I don’t know if these believers were “Gnostics” in the formal sense, but a lot of these ideas were already present in Greek philosophy, especially that of Plato. Gnosticism just adapted some of the teaching of Jesus with these Greek ideas. But it does seem that this group which left had trouble with a human Jesus. The very idea that God could become a human being was scandalous. Why would God condescend to put on evil human flesh. They could see Jesus as a man who was filled with the Spirit of God, to show the way. They could see Jesus as an ordinary human being who was adopted and filled with the Spirit of God at baptism. This Spirit left Jesus to die on a cross. They could see a divine Christ who only appeared as human but was not really human. They would even consider themselves to be “Christian.”

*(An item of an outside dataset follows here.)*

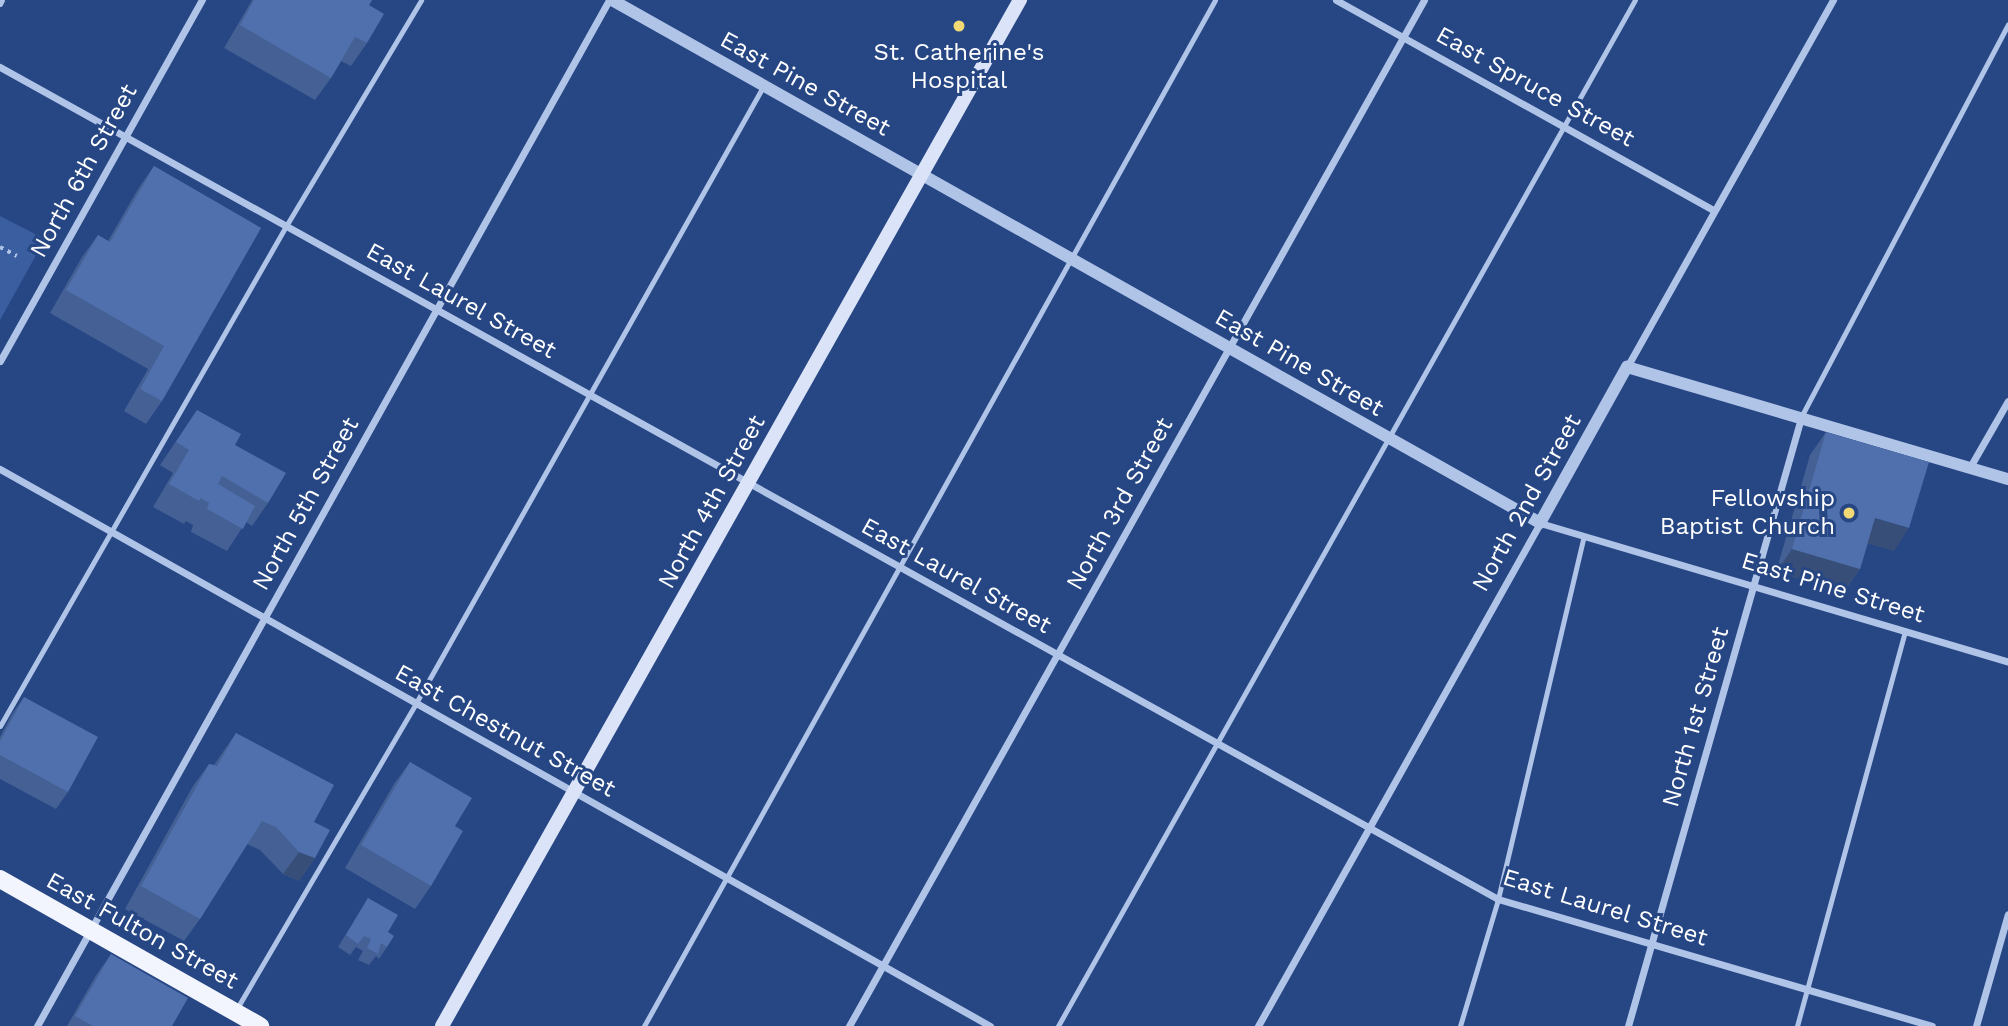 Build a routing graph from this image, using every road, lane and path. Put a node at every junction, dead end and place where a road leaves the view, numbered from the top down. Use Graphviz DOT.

It would seem that these people had little tolerance for those who were not initiated to the secret knowledge. These elitists saw them as stupid and irredeemable. They looked down with disdain at people who were too earthly. They would think these people as not being Christian at all. So they abandoned these “inferior” people and went out to form their own society. Those who left had no time for them. Indeed, wasting there time with them was probably seen as hindering their won advancement spiritually. They saw the race to perfection as being an individual attainment. If others could help them for a while, good. They would listen. But when they had attained all they could from them, they would go off from them. Apparently, some had gotten all they could from the teachings of Jesus and now could bypass Him and go to God directly. If they rejected Jesus, surely they had no room for John either.
The believers who were left behind were confused and hurt. Were they indeed inferior Christians or Christians at all? Some who had left might have been teachers in the church. What should they do? Somehow word got to John, and he responded with this epistle. He needed to assure them that they were the true “Christians” and that all who left were not.
This, I think, is the best way to understand why the Apostle John wrote this epistle. He comes right out to the facts of Jesus. The introduction to the epistle is elaborate like the introduction to Luke is. Luke wanted to make Theophilus sure of the facts concerning Jesus, what was true, as some accounts apparently contained inaccuracies. John begins by telling them that what he is saying goes back to the ministry of Jesus. We must remember that an apostle had to be an eyewitness to the facts about Jesus from the baptism by John the Baptist. We know from the Gospel of John that the apostle was originally a disciple of John the Baptist and followed Jesus after the Baptist had identified Jesus as the “Lamb of God who takes away the sin f the world.”